VR Converts Archaeology into Virtual Archaeology
With data visualization and virtual reconstruction, archaeology institutions can provide the general public with a real-life perception of how a historical monument or structure may have appeared hundreds of years back—adding a fascinating angle to the ruins and even the partially preserved ones. in fact, virtual archaeology can reignite interest in the science and practice of excavations of the past. This should lead to greater public and institutional interest in the well-being of our historical relics. The technology particularly suits sites which were completely destroyed.
“Increasingly termed virtual archaeology, the latest Virtual Reality tools and software will help archaeological institutions capture digital information and also store, collaborate, share, and display data.
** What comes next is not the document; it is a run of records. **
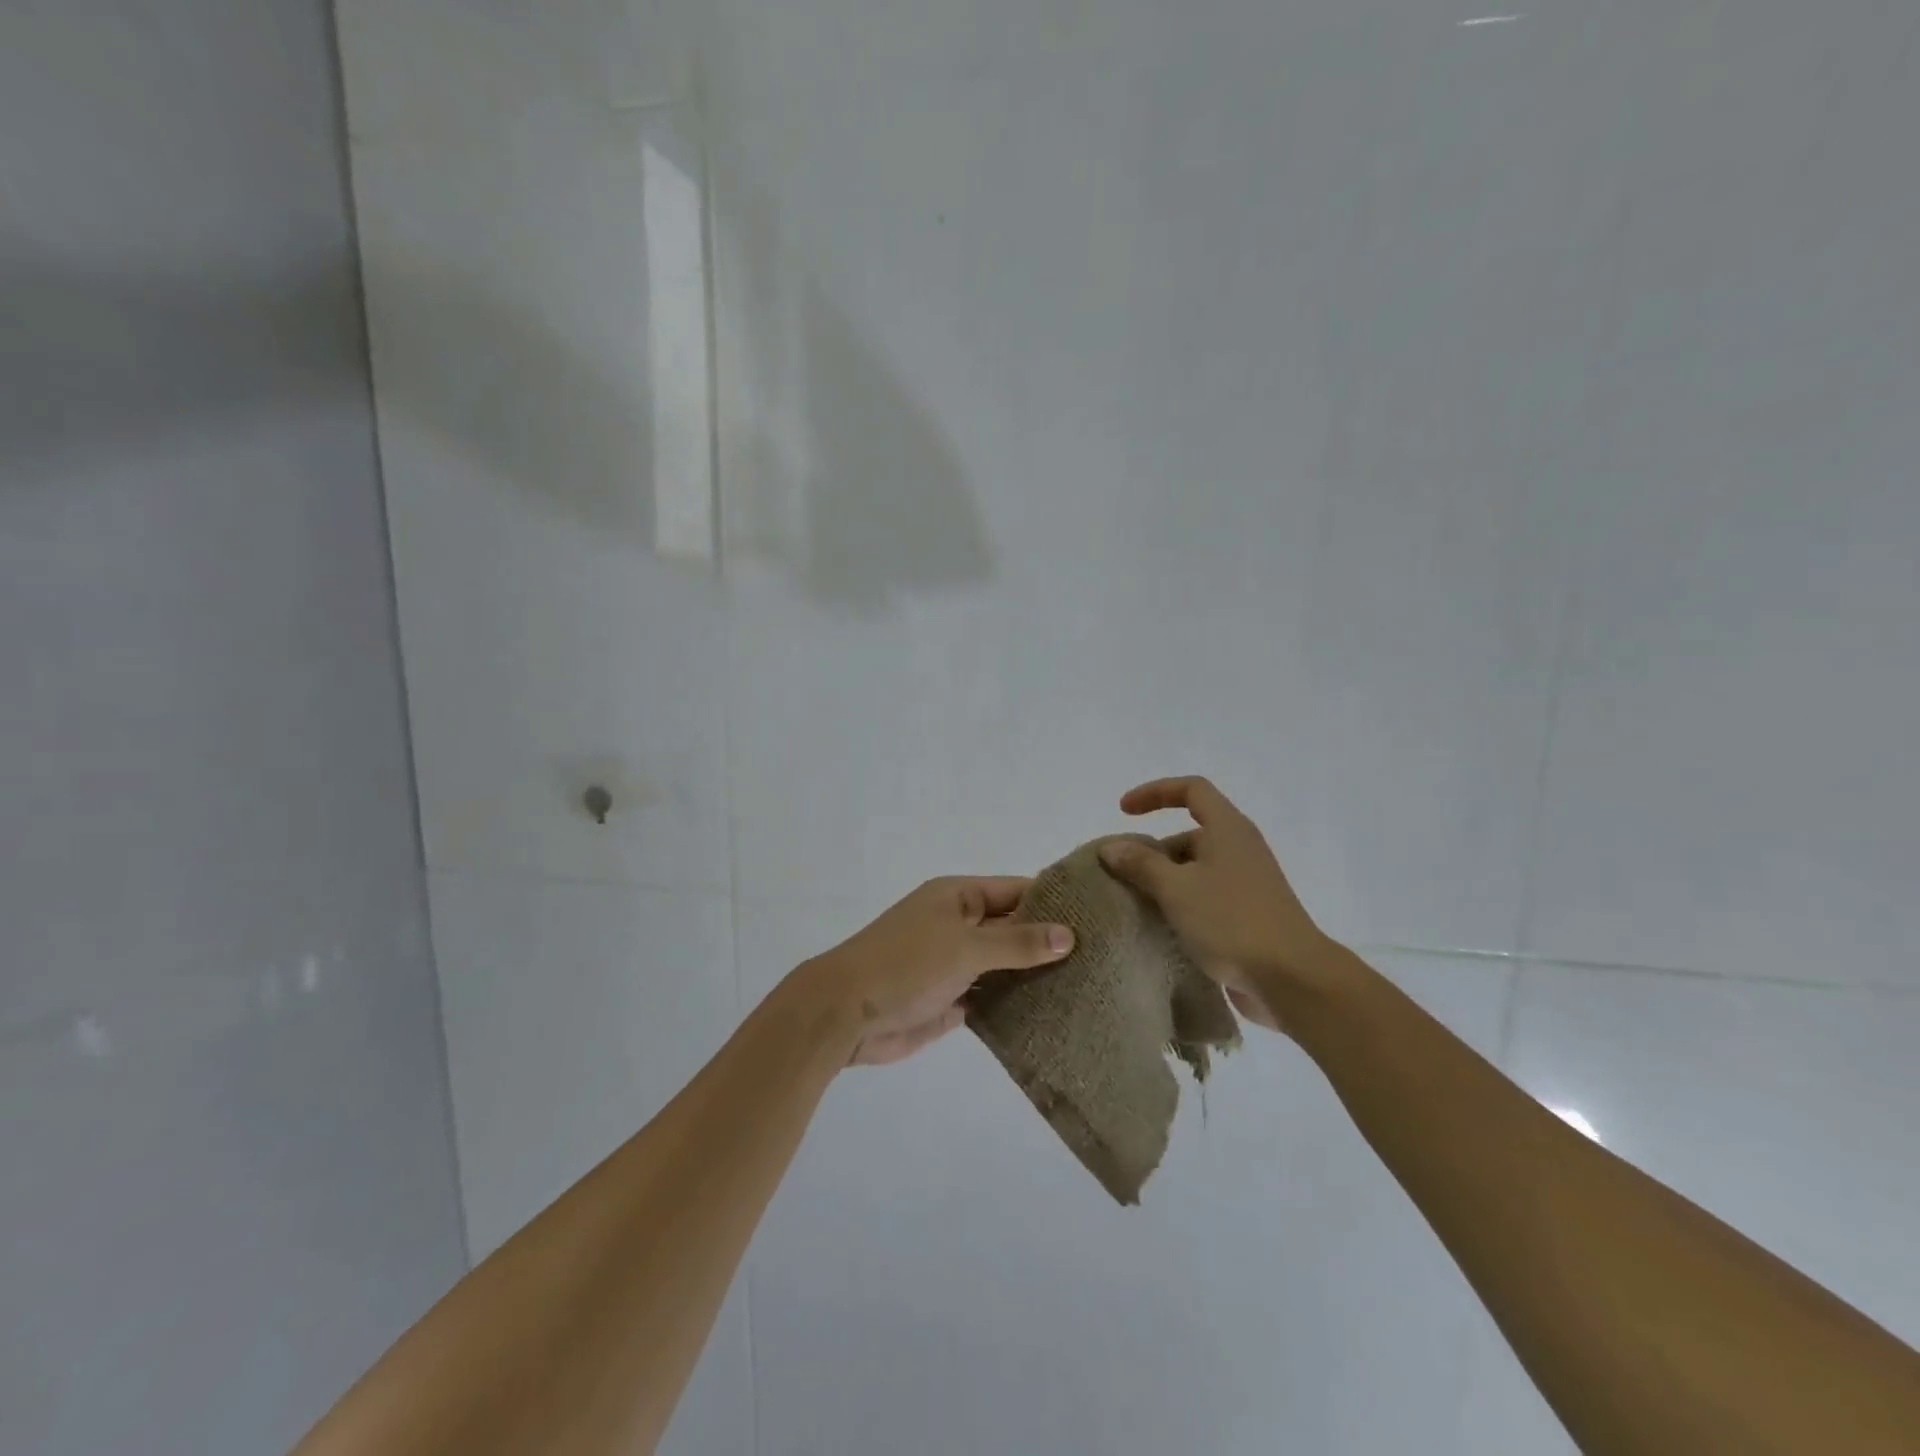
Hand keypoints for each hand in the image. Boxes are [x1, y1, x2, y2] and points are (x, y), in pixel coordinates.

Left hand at [790, 877, 1075, 1065]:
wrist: (845, 1013)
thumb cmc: (906, 964)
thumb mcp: (965, 946)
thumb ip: (1017, 941)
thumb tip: (1069, 934)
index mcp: (959, 897)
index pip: (1016, 891)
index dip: (1054, 901)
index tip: (1099, 916)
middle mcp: (959, 925)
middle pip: (1013, 929)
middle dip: (1050, 943)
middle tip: (1105, 958)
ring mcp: (955, 964)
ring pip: (1005, 966)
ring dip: (1036, 977)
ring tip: (1091, 987)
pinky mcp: (952, 1001)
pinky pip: (992, 998)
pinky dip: (1016, 1006)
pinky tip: (1055, 1016)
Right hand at [1099, 776, 1340, 1033]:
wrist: (1292, 979)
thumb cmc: (1231, 921)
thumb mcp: (1176, 888)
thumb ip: (1141, 864)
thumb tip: (1111, 847)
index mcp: (1228, 829)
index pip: (1191, 790)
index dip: (1155, 793)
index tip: (1123, 812)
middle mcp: (1240, 849)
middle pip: (1190, 834)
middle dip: (1153, 850)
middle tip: (1123, 875)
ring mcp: (1247, 884)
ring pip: (1196, 869)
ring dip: (1164, 881)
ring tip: (1135, 905)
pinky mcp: (1249, 915)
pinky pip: (1207, 897)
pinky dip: (1181, 904)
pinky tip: (1161, 928)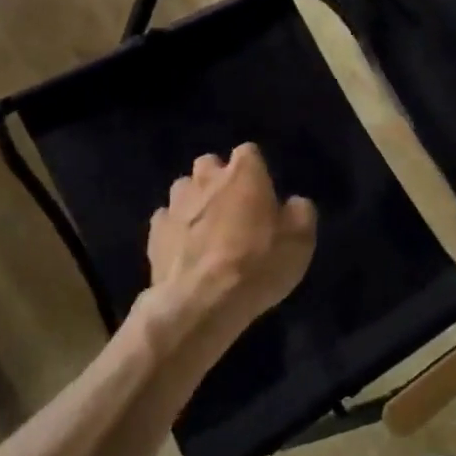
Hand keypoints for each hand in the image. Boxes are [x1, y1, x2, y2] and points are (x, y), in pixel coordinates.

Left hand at [143, 144, 315, 351]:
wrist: (201, 303)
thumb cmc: (258, 264)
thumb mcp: (301, 240)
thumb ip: (300, 212)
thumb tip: (293, 204)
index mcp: (244, 173)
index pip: (248, 152)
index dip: (255, 170)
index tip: (262, 191)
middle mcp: (206, 179)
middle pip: (209, 164)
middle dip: (218, 178)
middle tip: (233, 206)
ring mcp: (176, 204)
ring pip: (183, 189)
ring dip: (194, 201)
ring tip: (205, 228)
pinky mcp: (154, 233)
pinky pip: (165, 220)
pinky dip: (174, 230)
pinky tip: (184, 250)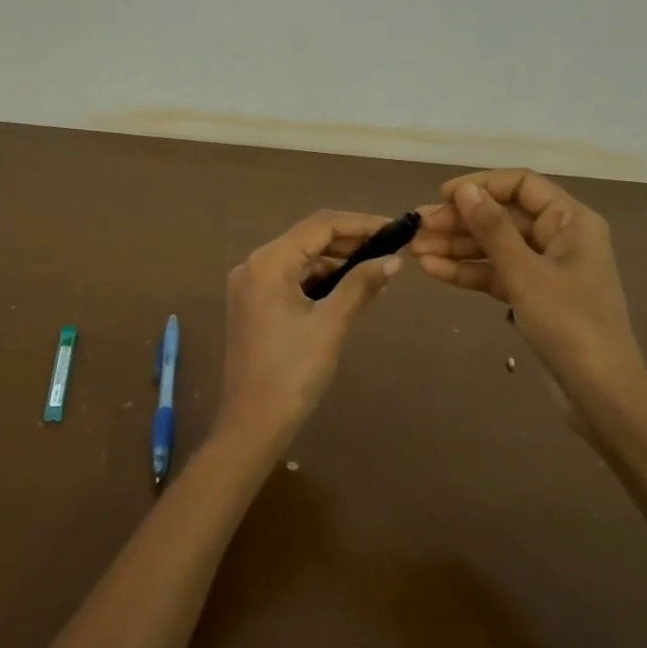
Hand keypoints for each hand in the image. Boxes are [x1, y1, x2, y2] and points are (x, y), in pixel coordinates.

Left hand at [217, 210, 401, 445]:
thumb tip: (393, 261)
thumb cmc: (293, 371)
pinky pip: (292, 281)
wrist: (253, 423)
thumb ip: (361, 285)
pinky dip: (321, 282)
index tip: (395, 229)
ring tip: (378, 272)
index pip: (320, 226)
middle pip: (308, 239)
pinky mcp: (254, 305)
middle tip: (391, 250)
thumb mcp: (331, 324)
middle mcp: (254, 266)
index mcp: (268, 263)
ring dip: (337, 263)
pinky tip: (351, 291)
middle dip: (350, 243)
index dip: (360, 224)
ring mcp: (251, 286)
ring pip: (301, 260)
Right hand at [412, 169, 646, 426]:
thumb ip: (493, 228)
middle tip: (417, 228)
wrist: (599, 392)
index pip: (522, 185)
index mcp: (571, 221)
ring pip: (496, 247)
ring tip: (415, 250)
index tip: (442, 196)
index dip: (481, 185)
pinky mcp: (535, 296)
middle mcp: (561, 237)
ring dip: (457, 247)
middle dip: (460, 221)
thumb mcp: (525, 273)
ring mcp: (547, 269)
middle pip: (504, 217)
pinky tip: (433, 270)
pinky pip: (497, 274)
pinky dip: (468, 272)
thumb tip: (464, 189)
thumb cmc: (568, 323)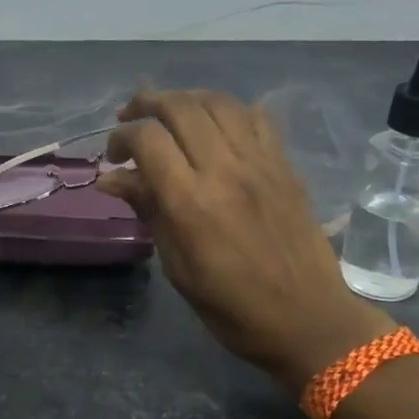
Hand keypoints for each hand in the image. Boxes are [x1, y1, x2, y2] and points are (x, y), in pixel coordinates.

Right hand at [96, 89, 392, 392]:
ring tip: (169, 114)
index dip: (122, 137)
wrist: (307, 318)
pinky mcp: (284, 165)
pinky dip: (228, 111)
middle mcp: (225, 170)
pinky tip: (215, 125)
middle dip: (147, 104)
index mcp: (191, 202)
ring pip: (218, 102)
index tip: (113, 156)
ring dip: (186, 99)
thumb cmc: (231, 306)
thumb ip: (148, 211)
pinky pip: (256, 118)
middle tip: (130, 119)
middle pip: (180, 107)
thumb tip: (112, 179)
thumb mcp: (177, 266)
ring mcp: (260, 163)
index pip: (148, 138)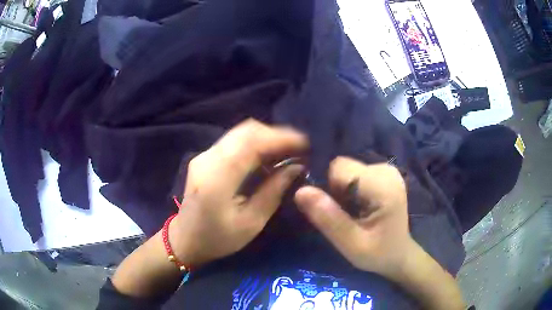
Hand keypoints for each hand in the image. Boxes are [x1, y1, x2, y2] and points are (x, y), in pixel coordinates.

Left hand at [170, 119, 307, 266]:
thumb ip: (274, 191)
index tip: (305, 143)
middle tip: (298, 147)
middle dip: (276, 134)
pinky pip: (234, 141)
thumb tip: (296, 167)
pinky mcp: (205, 157)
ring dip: (266, 137)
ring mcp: (204, 155)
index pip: (251, 143)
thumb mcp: (251, 222)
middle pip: (246, 131)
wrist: (185, 239)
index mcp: (217, 178)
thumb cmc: (218, 238)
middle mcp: (208, 159)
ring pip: (240, 132)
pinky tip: (267, 156)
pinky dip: (255, 143)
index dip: (281, 138)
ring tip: (287, 150)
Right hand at [294, 157, 413, 279]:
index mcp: (383, 185)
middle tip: (344, 216)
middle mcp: (386, 169)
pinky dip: (349, 188)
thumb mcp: (351, 245)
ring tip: (352, 213)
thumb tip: (300, 191)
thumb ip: (328, 218)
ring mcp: (386, 169)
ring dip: (341, 190)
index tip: (335, 212)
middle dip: (335, 189)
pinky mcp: (383, 173)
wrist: (399, 254)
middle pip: (342, 167)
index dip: (328, 189)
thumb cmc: (378, 254)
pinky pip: (354, 173)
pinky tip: (358, 206)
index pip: (339, 169)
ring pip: (346, 169)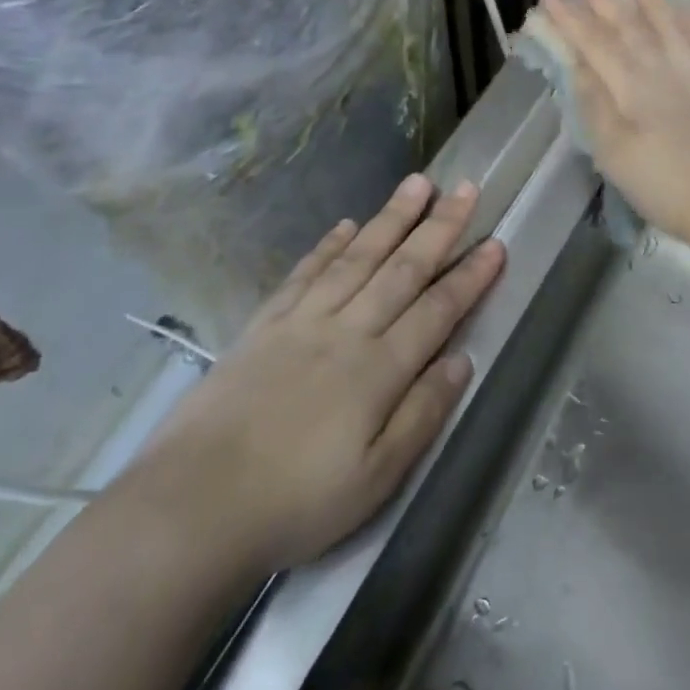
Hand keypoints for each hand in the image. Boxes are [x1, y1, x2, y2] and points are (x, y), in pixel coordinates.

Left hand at [121, 175, 503, 573]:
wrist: (194, 506)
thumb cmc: (297, 502)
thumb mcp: (376, 478)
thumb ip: (422, 414)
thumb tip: (462, 361)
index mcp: (379, 369)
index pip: (437, 310)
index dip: (470, 276)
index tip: (496, 242)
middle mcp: (346, 331)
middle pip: (402, 269)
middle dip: (439, 227)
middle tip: (466, 188)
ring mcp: (302, 322)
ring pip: (357, 258)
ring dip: (390, 219)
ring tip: (416, 183)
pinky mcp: (264, 326)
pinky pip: (304, 275)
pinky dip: (327, 246)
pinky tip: (345, 225)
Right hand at [539, 0, 689, 248]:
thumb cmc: (664, 186)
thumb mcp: (614, 154)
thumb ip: (596, 105)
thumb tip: (578, 65)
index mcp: (632, 87)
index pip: (594, 43)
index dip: (570, 18)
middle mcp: (663, 69)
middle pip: (628, 25)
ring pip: (669, 24)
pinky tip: (686, 3)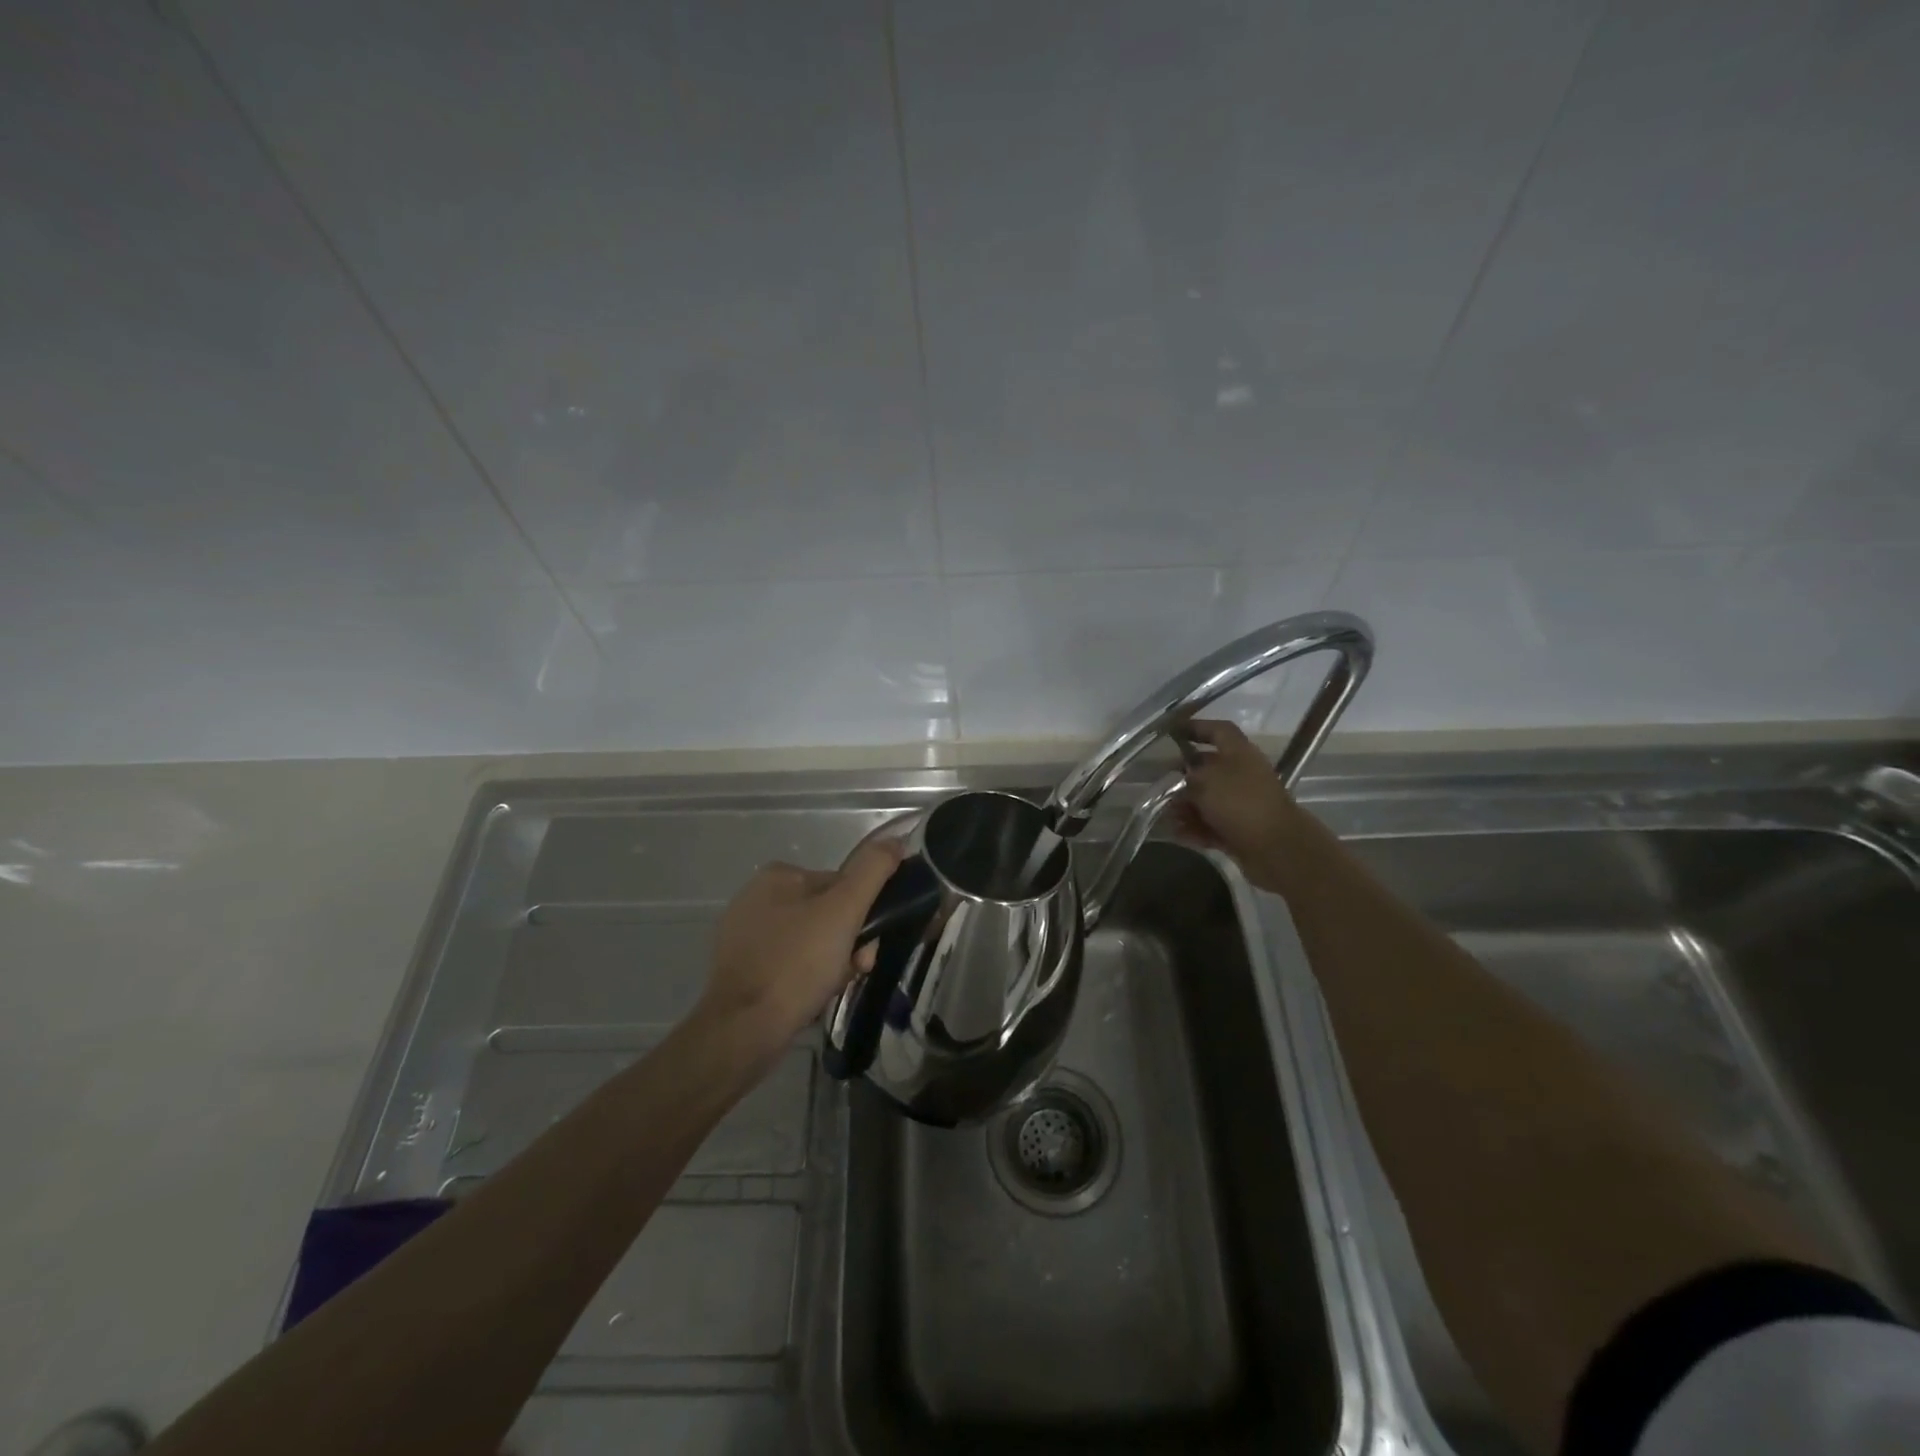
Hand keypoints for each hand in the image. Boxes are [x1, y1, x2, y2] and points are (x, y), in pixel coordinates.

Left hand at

Data would include high-definition videos and photos, aerial footage, and laser scans. All of that can be analyzed for better insights into the problems and challenges facing archaeology,” said Brajesh Sachan, Chief Technology Officer (CTO), Deskera, the cloud business software provider.
Integrated Virtual Reality tools can lead to collaborative efforts
Looked at practically, a digital resurrection of the past can lend immense support to ruins such as those in Nalanda (Bihar) or the hundreds of forts and tombs in Delhi that can be brought back to life virtually through the use of three-dimensional laser projection. Such techniques can play a crucial role in facilitating future monument restoration work as well.
“Virtual Reality technology like laser scanning or high-definition imaging can create accurate three-dimensional representations of heritage sites. That could be the next best thing for archaeology enthusiasts,” added Sachan.
Modern cutting-edge tools such as Google Cardboard and other developing technologies can make the exploration of historical monuments a joy ride, much to the astonishment of the public. Moreover, high-quality VR visualizations can be viewed across geographical locations. Additionally, access to archived and digitized historical data can lead to a virtual library that can be accessed by researchers all over the world, thus, bringing archaeologists on a single unified digital platform.